* _Your task_:
If a line of the records holds the word "HILL", copy it out.

* _Data supplied_:

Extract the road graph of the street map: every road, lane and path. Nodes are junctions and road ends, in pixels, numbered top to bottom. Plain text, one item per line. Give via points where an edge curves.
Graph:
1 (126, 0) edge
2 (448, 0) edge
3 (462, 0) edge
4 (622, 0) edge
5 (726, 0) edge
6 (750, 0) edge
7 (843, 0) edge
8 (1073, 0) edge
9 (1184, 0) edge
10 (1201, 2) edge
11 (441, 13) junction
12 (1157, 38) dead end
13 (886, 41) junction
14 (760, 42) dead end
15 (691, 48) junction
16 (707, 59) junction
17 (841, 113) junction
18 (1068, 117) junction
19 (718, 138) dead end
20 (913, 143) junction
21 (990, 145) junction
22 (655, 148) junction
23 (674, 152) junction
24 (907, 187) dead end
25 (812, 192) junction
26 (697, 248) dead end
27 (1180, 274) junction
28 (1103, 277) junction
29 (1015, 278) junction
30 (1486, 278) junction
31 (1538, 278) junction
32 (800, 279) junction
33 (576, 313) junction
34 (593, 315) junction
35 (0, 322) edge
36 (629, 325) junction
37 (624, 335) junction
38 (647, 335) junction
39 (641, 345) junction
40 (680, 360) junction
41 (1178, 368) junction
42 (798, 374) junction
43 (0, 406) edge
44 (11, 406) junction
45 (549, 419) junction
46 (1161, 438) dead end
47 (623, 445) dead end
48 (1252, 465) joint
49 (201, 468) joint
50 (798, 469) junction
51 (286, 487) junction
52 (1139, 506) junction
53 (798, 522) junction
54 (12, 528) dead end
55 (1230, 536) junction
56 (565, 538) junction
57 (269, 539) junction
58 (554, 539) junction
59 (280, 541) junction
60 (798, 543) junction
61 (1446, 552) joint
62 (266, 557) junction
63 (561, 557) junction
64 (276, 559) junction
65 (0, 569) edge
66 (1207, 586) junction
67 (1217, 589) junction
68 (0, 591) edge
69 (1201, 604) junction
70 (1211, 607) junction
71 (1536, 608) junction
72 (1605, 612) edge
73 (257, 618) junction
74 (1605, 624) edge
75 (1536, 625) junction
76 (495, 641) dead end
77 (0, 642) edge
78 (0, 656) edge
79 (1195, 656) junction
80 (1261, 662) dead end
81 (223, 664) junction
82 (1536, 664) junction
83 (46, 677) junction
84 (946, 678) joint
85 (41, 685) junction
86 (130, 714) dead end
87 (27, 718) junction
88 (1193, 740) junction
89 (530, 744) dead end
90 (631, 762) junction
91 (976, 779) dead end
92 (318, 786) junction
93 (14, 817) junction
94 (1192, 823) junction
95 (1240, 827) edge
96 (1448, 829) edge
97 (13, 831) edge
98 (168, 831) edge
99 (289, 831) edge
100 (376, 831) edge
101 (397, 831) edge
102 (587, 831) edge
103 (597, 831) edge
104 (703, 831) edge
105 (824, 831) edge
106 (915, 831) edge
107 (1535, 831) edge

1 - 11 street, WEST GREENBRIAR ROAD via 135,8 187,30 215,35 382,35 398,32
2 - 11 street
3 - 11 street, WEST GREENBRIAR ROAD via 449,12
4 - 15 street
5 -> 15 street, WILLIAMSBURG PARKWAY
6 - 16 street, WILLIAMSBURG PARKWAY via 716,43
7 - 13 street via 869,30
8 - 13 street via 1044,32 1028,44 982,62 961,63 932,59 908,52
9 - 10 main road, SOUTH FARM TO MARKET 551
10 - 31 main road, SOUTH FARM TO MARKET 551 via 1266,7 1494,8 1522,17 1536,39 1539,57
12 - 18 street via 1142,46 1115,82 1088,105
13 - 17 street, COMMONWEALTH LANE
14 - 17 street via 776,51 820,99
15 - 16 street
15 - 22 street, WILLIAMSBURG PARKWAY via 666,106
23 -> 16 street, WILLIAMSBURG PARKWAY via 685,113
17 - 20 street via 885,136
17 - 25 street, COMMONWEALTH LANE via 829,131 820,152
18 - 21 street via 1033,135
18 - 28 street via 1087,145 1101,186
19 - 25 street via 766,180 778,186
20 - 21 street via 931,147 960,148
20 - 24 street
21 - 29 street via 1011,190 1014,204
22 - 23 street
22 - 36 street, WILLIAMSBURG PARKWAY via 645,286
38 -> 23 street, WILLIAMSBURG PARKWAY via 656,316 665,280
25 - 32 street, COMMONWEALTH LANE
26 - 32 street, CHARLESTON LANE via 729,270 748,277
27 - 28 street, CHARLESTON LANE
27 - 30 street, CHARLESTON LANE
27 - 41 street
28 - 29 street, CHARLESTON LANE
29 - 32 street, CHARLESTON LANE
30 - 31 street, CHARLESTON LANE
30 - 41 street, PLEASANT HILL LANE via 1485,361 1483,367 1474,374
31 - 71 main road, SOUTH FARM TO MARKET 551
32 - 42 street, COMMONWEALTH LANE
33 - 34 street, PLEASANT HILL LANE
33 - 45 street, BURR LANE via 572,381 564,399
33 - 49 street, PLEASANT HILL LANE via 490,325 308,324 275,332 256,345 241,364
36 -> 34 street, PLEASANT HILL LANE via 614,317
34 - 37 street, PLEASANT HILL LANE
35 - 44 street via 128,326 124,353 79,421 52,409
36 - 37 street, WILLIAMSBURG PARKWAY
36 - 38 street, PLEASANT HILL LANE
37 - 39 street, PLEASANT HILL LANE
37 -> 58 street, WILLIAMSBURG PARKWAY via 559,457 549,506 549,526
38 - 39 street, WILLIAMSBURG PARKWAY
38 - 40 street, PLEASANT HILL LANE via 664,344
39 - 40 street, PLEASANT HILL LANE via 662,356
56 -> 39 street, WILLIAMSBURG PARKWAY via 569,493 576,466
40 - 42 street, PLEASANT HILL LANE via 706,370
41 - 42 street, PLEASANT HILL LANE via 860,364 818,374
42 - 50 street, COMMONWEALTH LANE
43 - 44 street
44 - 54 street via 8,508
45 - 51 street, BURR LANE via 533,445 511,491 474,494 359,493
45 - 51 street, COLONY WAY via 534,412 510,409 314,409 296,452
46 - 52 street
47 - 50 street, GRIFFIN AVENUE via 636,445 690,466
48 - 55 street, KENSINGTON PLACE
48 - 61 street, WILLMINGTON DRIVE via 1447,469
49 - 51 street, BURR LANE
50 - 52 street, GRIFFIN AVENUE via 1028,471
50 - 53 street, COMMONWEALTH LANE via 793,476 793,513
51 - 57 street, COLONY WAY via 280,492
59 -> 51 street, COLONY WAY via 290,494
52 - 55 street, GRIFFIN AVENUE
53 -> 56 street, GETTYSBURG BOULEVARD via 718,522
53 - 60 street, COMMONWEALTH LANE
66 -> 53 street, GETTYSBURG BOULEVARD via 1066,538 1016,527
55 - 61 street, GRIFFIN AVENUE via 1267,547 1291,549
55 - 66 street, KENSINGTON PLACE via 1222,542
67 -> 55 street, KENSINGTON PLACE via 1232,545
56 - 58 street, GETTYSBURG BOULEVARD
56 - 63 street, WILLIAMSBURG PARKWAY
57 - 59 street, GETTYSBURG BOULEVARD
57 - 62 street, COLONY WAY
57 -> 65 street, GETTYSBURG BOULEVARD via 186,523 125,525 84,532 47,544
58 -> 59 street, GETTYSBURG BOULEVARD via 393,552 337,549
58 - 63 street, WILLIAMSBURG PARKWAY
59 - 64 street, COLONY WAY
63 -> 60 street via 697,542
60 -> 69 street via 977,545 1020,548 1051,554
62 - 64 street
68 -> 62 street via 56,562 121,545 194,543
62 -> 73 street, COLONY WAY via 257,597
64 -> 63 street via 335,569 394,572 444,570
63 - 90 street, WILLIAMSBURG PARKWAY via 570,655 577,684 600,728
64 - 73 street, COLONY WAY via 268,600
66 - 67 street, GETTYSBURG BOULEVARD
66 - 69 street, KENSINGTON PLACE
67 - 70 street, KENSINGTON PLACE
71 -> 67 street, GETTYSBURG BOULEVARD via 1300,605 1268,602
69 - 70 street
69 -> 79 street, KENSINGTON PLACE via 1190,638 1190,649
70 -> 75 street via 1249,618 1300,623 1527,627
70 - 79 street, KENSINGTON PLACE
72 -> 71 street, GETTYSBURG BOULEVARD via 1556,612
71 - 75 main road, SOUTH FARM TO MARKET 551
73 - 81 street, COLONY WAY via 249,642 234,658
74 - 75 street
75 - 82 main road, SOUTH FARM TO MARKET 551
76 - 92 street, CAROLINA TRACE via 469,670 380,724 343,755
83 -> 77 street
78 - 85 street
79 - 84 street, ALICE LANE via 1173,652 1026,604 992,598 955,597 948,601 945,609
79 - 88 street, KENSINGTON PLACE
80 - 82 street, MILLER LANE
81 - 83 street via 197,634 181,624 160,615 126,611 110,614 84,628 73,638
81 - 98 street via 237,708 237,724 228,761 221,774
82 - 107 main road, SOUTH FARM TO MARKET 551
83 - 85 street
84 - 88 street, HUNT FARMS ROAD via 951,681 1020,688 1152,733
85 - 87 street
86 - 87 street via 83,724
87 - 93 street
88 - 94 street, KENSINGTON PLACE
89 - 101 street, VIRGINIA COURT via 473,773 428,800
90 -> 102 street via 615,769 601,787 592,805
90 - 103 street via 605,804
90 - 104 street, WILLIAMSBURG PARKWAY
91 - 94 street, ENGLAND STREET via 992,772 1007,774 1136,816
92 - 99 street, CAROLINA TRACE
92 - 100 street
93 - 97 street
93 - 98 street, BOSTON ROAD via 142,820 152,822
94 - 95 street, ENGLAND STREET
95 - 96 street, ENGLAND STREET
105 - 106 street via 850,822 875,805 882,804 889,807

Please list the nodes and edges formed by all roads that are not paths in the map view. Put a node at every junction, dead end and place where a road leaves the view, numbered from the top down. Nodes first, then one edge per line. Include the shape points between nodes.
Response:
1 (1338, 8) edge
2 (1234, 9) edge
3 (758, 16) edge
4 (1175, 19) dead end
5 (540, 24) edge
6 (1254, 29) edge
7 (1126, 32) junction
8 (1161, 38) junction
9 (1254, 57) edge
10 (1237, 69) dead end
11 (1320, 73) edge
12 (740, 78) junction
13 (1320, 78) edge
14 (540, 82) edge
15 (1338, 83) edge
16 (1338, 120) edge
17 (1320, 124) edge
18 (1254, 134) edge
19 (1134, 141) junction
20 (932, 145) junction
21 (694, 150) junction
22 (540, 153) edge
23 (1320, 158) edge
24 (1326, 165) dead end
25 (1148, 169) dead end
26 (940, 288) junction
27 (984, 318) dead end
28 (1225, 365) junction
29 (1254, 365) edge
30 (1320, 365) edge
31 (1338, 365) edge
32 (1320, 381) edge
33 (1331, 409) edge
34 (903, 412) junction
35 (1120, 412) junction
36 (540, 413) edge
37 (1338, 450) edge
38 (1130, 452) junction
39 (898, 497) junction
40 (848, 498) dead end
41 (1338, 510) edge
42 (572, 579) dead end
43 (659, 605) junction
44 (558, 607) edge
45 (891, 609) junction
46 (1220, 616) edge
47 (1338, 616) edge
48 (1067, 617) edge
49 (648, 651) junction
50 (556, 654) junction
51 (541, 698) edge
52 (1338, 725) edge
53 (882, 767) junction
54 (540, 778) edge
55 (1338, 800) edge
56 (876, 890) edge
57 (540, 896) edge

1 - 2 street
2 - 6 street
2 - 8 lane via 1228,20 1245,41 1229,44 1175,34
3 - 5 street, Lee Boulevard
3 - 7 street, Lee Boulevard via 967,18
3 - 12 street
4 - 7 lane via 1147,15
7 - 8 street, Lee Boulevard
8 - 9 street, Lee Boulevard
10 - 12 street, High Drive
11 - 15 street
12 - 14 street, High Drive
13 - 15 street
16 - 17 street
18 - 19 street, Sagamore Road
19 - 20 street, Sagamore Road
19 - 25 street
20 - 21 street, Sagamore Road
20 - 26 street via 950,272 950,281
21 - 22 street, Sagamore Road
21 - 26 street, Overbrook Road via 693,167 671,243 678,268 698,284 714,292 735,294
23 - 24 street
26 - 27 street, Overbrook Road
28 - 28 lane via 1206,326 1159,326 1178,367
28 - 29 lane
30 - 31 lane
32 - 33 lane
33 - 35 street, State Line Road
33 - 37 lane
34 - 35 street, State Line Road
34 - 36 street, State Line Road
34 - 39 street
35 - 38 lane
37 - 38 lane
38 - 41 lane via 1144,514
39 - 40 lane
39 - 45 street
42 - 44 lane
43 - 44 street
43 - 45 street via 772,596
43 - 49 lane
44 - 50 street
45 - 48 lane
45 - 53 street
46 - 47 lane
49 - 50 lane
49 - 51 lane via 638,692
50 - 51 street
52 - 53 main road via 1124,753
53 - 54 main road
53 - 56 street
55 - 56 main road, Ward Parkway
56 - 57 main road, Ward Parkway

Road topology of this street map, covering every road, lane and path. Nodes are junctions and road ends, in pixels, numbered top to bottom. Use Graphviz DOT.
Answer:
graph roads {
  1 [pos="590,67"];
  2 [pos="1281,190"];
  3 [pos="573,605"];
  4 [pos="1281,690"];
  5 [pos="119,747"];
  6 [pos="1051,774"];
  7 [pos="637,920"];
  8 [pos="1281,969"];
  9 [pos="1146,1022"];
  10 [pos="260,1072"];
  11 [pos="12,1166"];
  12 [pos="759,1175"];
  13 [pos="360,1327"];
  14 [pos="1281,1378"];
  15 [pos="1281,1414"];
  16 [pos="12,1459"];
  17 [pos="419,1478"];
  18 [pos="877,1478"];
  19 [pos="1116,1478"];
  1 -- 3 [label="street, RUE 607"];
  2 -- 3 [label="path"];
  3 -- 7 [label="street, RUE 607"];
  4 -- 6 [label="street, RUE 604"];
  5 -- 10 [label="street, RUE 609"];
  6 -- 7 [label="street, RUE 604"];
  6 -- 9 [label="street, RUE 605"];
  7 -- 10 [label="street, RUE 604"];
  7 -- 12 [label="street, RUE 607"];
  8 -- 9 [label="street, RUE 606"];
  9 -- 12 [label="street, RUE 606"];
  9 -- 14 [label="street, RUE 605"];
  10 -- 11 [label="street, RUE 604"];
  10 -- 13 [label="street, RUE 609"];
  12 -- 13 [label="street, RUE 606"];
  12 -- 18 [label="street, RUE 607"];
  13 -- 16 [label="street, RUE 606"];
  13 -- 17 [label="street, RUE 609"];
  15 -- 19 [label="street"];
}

* _The answer_:
30 - 41 street, PLEASANT HILL LANE via 1485,361 1483,367 1474,374
33 - 34 street, PLEASANT HILL LANE
33 - 49 street, PLEASANT HILL LANE via 490,325 308,324 275,332 256,345 241,364
36 -> 34 street, PLEASANT HILL LANE via 614,317
34 - 37 street, PLEASANT HILL LANE
36 - 38 street, PLEASANT HILL LANE
37 - 39 street, PLEASANT HILL LANE
38 - 40 street, PLEASANT HILL LANE via 664,344
39 - 40 street, PLEASANT HILL LANE via 662,356
40 - 42 street, PLEASANT HILL LANE via 706,370
41 - 42 street, PLEASANT HILL LANE via 860,364 818,374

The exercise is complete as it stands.